Longitudinal Space Charge (LSC)

The LSC class simulates longitudinal space charge effects in particle beams. These effects arise due to the interaction of charged particles within a bunch, generating self-induced electric fields that distort the longitudinal phase space. This is particularly important for high-brightness or high-charge beams at low to moderate energies.

The space charge impedance is computed either for a smooth Gaussian-like distribution or using a stepped-profile approximation. The resulting wakefield is applied as a longitudinal kick to the beam during tracking.

Purpose

The LSC class models the 1D longitudinal space charge impedance and applies it to the beam using FFT-based wakefield computations. It allows users to choose between a smooth or stepped profile for the bunch and includes options for tuning the resolution of the impedance calculation.

Parameters

  • step (int, default=1):
    Number of Navigator.unit_step segments between kicks. A step=1 means the wake is applied at each step.

  • smooth_param (float, default=0.1):
    Defines the smoothing resolution of the longitudinal profile as
    resolution = std(p_array.tau()) * smooth_param.

  • step_profile (bool, default=False):
    If True, uses a stepped profile approximation of the beam.
    If False, assumes a continuous longitudinal profile.

Methods

__init__(self, step=1, smooth_param=0.1, step_profile=False)

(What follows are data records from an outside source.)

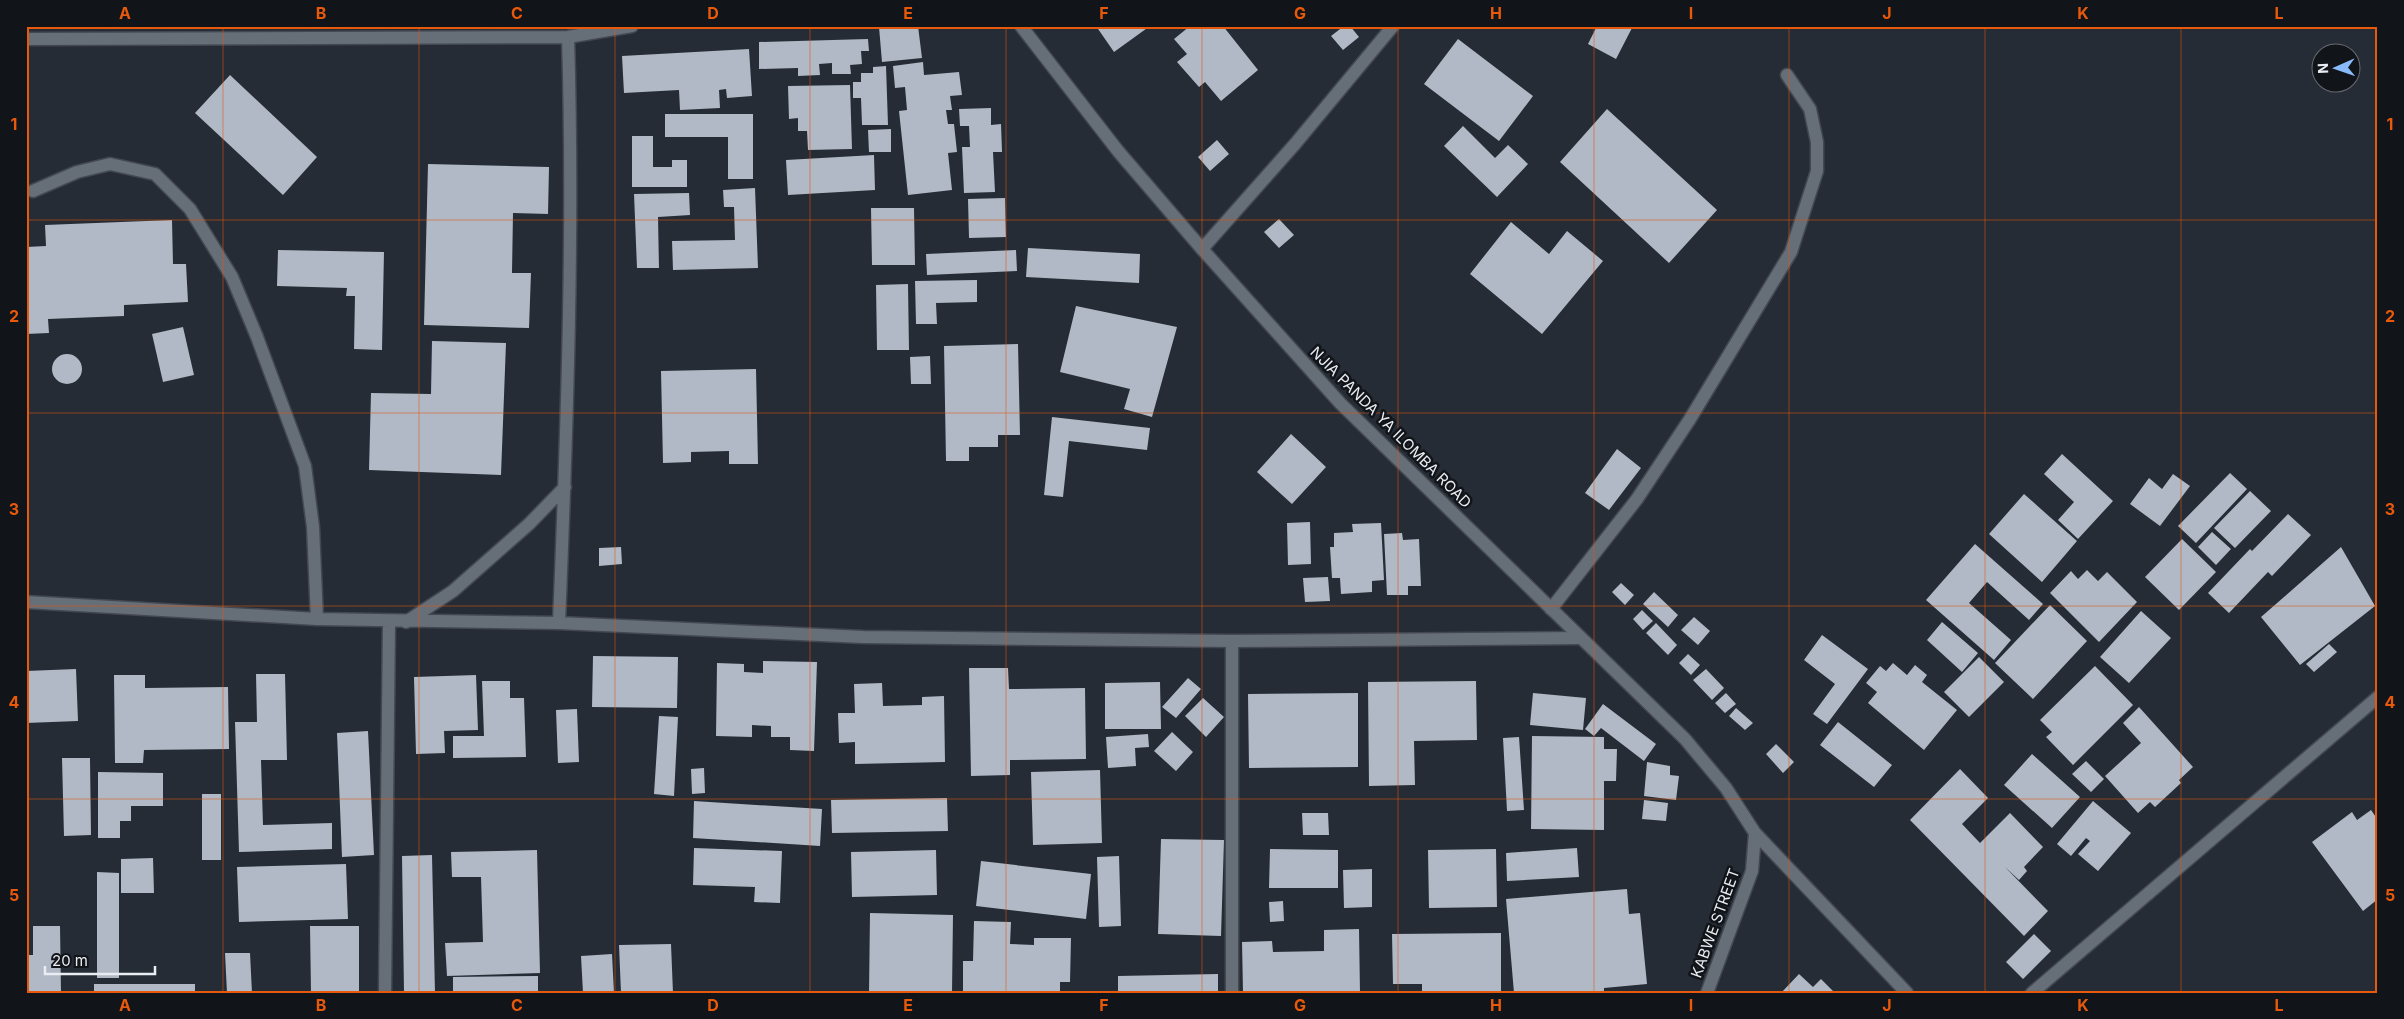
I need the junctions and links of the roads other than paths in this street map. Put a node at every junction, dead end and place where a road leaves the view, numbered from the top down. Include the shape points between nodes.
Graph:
1 (632, 26) edge
2 (1021, 26) edge
3 (1393, 26) edge
4 (568, 36) junction
5 (26, 39) edge
6 (1788, 75) dead end
7 (33, 191) dead end
8 (1202, 249) junction
9 (565, 487) junction
10 (26, 602) edge
11 (1551, 609) junction
12 (317, 619) junction
13 (389, 622) junction
14 (406, 622) junction
15 (559, 623) junction
16 (1581, 638) junction
17 (1232, 640) junction
18 (2378, 697) edge
19 (1755, 833) junction
20 (384, 993) edge
21 (1232, 993) edge
22 (1707, 993) edge
23 (1907, 993) edge
24 (2032, 993) edge

1 - 4 street
2 - 8 street, NJIA PANDA YA ILOMBA ROAD via 1118,151
3 - 8 street via 1296,144
4 - 5 street
4 - 9 street via 572,151
6 - 11 street via 1810,109 1817,142 1817,171 1791,252 1690,419 1637,499
7 - 12 street via 77,172 110,164 155,174 190,209 232,277 305,466 313,527
8 - 11 street, NJIA PANDA YA ILOMBA ROAD via 1340,403
9 - 14 street via 460,585
9 - 15 street
10 - 12 street
11 - 16 street, NJIA PANDA YA ILOMBA ROAD
12 - 13 street
13 - 14 street
13 - 20 street
14 - 15 street
15 - 17 street via 863,636
16 - 17 street
16 - 19 street, NJIA PANDA YA ILOMBA ROAD via 1685,739 1726,788
17 - 21 street
18 - 24 street
19 - 22 street, KABWE STREET via 1752,871
19 - 23 street, NJIA PANDA YA ILOMBA ROAD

Initializes the LSC process with user-defined parameters.

apply(self, p_array, dz)

Applies the longitudinal space charge kick to a particle array over a longitudinal step dz.
Modifies particle momenta based on the calculated wakefield.

imp_lsc(self, gamma, sigma, w, dz)

Computes the longitudinal space charge impedance for a Gaussian-like distribution using beam energy gamma, transverse size sigma, frequency w, and step size dz.

imp_step_lsc(self, gamma, rb, w, dz)

Computes the impedance for a stepped beam profile. rb is the effective transverse beam radius.

wake2impedance(self, s, w)

Converts wakefield data w into impedance via a forward Fourier transform (exp(iwt)).

impedance2wake(self, f, y)

Performs an inverse Fourier transform (exp(-iwt)) to compute wakefield from impedance data.

wake_lsc(self, s, bunch, gamma, sigma, dz)

Computes the wakefield in real space for a given bunch distribution and beam parameters.

finalize(self, *args, **kwargs)

Finalizes the space charge computation at the end of tracking. Reserved for cleanup or optional output.

calculate_csr_wakes(self)

(Deprecated or internal use) Placeholder for compatibility with CSR-based wake computation.

plot_wake(self, p_array, lam_K1, itr_ra, s1, st)

Visualizes the longitudinal wake for diagnostic purposes. Intended for internal debugging or analysis.

Summary

The LSC class is part of the collective effects module in Ocelot. It provides a physics process that can be inserted into a beamline and used with the Navigator class to track particle beams under the influence of longitudinal space charge effects. The class offers flexibility in modeling beam profiles and efficiently computes impedance and wakefield using FFT methods.